Stored items
_ _ _ _ _
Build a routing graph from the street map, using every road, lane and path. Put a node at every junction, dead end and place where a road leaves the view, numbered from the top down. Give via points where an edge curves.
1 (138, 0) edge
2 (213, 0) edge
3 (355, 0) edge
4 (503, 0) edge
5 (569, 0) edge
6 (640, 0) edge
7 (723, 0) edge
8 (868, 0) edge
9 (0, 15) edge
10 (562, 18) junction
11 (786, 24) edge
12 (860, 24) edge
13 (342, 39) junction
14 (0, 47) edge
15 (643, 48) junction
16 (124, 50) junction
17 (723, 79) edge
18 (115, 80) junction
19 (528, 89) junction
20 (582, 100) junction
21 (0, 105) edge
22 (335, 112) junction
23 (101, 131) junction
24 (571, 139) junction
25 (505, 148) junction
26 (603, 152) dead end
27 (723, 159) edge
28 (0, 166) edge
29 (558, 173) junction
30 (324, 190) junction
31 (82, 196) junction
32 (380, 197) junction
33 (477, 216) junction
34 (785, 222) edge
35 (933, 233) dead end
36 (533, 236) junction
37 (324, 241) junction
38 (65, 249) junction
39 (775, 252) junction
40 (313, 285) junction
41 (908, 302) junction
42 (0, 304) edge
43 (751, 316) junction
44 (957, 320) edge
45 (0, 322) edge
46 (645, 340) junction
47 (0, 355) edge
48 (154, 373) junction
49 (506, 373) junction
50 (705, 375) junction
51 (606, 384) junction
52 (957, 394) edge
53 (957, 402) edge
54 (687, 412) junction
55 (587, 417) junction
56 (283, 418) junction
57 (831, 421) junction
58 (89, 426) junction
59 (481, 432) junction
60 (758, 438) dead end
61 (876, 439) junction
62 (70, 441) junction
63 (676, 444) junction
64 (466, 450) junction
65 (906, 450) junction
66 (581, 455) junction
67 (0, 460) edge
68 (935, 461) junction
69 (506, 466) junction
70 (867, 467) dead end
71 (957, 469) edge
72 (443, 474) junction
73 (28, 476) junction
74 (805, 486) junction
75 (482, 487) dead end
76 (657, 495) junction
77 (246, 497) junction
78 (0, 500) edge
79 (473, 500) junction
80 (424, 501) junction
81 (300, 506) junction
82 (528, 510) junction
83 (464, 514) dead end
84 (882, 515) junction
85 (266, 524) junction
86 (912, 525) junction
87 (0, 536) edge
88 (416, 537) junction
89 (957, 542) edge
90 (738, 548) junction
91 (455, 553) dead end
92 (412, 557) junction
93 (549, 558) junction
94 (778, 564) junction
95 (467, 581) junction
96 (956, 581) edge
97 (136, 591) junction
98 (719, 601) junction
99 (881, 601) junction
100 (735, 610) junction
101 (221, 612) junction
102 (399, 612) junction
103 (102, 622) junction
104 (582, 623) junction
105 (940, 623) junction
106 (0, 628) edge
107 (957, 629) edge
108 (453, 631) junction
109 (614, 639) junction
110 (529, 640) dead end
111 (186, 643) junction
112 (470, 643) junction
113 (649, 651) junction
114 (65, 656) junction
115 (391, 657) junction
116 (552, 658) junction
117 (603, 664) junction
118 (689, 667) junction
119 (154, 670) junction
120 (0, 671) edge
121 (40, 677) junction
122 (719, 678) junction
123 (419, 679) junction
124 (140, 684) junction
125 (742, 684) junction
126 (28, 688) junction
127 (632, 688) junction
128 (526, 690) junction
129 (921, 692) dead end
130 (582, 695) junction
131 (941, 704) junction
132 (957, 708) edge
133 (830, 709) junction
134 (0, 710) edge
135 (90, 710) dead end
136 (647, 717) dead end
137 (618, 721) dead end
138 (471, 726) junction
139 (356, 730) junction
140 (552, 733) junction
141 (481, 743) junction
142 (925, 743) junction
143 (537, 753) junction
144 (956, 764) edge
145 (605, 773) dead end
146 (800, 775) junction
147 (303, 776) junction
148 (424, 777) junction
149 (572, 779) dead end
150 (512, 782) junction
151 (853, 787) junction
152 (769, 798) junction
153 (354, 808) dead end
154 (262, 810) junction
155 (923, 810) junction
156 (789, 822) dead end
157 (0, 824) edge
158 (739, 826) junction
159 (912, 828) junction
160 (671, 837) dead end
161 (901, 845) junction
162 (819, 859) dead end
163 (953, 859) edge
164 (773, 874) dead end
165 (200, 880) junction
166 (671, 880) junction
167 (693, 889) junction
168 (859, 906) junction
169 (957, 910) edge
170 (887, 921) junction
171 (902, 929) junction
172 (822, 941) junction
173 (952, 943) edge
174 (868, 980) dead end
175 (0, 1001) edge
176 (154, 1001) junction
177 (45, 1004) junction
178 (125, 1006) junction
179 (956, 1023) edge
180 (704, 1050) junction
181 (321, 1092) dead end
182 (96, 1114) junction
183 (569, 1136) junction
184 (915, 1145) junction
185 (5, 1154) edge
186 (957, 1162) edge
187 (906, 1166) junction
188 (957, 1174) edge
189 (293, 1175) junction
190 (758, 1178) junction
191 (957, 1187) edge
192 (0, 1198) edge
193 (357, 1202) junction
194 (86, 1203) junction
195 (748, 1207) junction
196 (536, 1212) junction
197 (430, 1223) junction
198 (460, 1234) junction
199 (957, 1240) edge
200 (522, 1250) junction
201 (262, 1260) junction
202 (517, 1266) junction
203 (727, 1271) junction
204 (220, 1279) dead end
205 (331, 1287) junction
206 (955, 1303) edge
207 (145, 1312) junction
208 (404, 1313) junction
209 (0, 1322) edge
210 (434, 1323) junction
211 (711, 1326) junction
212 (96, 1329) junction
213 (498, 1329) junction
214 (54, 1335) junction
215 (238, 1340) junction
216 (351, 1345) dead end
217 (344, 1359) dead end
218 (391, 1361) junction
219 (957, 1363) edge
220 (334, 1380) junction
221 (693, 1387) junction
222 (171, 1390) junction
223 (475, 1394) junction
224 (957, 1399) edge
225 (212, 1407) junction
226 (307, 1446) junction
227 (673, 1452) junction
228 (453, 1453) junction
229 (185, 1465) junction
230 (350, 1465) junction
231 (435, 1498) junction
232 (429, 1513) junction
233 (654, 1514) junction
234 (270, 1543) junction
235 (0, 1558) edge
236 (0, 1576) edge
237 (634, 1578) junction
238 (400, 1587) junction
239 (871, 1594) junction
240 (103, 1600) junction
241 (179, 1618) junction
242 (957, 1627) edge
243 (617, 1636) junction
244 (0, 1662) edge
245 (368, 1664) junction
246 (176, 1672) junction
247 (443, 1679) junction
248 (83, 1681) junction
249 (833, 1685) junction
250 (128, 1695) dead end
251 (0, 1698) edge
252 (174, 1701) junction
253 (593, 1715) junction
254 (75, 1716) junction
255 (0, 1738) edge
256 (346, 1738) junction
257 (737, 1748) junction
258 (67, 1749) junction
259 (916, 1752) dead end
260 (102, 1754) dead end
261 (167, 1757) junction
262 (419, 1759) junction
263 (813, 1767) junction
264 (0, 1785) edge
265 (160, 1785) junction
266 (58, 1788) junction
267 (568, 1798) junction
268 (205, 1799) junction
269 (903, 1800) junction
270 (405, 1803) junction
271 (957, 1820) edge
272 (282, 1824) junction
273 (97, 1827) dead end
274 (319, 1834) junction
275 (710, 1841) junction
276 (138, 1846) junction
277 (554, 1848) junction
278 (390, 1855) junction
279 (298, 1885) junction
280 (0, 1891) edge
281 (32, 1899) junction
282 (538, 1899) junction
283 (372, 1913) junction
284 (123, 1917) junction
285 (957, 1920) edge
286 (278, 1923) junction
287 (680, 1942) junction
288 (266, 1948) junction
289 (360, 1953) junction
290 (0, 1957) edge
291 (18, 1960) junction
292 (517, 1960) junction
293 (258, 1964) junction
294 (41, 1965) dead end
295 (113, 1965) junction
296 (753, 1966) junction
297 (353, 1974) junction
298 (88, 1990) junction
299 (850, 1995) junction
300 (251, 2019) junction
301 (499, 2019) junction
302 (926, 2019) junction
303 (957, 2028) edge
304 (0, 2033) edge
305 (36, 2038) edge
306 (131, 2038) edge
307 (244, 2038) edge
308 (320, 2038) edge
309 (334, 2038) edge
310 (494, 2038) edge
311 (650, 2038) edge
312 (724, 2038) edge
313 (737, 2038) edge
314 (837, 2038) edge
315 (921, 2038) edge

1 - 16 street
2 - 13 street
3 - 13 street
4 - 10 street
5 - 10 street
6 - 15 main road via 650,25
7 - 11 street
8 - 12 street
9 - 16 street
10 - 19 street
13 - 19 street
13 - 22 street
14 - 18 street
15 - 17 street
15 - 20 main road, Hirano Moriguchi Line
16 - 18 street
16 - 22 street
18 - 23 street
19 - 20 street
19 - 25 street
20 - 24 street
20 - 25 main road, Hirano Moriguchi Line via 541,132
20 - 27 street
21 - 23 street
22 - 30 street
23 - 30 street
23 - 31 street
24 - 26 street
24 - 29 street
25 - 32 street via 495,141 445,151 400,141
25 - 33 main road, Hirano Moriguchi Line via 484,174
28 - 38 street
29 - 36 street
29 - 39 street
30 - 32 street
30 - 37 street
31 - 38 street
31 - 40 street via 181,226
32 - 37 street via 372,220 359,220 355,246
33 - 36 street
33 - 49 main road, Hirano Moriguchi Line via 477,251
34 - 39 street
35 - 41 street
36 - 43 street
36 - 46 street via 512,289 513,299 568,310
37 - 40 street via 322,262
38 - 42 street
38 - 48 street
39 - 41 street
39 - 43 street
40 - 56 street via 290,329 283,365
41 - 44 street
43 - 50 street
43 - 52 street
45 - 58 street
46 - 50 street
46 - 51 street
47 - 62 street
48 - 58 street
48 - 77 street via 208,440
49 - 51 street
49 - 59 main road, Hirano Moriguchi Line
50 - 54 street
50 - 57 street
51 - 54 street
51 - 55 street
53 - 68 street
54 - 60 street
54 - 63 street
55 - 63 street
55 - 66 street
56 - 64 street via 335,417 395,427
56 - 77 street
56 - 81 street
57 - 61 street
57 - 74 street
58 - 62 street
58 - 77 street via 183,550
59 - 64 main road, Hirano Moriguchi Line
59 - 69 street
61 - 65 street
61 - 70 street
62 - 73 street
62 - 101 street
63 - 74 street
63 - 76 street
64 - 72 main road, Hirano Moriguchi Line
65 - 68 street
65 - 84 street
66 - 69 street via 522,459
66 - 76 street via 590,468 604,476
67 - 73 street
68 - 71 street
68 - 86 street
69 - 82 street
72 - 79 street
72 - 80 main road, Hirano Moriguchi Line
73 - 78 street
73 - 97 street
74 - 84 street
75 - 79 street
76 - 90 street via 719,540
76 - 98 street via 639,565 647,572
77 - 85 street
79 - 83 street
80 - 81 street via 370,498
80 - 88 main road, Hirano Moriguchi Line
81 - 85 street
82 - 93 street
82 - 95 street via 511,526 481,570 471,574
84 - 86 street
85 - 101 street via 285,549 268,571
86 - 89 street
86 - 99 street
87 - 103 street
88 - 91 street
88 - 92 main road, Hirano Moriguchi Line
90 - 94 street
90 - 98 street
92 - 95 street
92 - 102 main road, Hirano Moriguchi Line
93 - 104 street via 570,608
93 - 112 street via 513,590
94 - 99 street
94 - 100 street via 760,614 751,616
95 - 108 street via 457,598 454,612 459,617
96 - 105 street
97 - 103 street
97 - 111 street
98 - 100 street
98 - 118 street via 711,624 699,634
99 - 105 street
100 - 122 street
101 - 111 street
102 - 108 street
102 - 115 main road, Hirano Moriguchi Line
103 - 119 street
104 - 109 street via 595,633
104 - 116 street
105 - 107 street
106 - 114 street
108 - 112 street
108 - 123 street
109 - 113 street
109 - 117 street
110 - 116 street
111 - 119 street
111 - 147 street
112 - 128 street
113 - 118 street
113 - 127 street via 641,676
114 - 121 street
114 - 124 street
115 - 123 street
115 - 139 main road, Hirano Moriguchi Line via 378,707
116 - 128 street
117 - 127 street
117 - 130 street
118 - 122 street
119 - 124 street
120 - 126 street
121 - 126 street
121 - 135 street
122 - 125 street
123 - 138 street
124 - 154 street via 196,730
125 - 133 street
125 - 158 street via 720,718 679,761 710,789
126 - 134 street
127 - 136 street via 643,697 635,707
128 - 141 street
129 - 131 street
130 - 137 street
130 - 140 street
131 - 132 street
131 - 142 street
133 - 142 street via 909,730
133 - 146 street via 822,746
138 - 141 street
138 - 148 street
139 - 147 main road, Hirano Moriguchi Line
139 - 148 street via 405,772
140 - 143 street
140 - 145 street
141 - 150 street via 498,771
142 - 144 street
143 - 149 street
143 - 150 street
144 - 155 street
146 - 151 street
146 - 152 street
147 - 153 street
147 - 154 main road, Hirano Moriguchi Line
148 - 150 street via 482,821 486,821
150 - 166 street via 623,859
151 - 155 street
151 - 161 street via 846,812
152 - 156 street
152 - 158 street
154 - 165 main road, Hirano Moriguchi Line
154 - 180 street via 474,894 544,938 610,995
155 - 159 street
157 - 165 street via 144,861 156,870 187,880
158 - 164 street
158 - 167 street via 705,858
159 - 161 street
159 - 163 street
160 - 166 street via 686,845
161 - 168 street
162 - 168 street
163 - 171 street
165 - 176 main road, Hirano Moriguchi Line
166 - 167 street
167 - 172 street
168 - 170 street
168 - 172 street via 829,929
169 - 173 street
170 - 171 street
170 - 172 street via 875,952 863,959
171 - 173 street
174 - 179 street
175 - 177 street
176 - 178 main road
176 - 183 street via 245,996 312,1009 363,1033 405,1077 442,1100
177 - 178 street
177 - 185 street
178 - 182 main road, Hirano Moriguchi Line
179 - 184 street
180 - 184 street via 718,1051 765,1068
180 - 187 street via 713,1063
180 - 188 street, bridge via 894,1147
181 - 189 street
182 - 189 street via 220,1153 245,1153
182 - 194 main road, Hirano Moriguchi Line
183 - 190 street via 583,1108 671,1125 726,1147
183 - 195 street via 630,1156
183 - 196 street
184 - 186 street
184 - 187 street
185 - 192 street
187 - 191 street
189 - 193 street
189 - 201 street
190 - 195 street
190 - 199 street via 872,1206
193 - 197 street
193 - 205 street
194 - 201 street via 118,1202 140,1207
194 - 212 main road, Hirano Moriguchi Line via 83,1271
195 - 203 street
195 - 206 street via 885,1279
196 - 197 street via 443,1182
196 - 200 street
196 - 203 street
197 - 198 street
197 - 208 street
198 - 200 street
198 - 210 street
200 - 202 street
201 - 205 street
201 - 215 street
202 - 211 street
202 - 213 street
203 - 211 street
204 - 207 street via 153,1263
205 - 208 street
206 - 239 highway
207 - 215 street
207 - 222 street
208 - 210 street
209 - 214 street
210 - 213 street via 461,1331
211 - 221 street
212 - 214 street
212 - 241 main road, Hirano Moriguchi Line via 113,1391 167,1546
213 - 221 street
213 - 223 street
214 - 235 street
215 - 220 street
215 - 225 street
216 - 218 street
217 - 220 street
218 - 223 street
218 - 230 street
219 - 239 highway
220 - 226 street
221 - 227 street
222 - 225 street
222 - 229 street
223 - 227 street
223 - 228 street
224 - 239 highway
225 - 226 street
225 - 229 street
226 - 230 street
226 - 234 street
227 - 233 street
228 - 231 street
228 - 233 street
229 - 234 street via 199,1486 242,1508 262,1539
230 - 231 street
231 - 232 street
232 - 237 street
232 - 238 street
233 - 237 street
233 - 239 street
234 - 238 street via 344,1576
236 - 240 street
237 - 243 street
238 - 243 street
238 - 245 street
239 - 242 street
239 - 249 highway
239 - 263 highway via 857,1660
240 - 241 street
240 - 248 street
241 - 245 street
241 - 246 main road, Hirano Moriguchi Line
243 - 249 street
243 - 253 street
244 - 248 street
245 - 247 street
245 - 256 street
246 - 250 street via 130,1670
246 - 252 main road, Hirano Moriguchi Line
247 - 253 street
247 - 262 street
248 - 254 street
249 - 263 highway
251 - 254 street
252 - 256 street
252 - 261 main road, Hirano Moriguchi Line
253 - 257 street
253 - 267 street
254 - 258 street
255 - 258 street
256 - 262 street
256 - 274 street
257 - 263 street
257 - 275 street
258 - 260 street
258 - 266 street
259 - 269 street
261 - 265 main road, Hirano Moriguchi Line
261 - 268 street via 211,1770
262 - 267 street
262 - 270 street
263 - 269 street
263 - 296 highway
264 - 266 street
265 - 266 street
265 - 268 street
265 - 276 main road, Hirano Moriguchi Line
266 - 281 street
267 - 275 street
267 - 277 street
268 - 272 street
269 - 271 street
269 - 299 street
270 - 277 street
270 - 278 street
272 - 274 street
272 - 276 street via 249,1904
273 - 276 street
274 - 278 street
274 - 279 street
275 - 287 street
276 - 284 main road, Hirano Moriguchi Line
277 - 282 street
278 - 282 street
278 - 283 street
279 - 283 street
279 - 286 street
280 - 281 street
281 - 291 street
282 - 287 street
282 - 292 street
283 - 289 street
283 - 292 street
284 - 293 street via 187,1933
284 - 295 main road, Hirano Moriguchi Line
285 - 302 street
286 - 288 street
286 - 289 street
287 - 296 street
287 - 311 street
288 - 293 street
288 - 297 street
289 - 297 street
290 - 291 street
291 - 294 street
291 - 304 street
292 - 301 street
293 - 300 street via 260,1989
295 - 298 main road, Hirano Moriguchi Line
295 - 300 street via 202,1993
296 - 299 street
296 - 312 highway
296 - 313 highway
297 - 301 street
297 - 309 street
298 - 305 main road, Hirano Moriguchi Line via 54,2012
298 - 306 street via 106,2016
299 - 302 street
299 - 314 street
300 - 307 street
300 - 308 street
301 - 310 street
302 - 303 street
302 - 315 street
_ _ _ _ _
In the entries above, find each line with "highway" and list it.

YOUR SOLUTION:
206 - 239 highway
219 - 239 highway
224 - 239 highway
239 - 249 highway
239 - 263 highway via 857,1660
249 - 263 highway
263 - 296 highway
296 - 312 highway
296 - 313 highway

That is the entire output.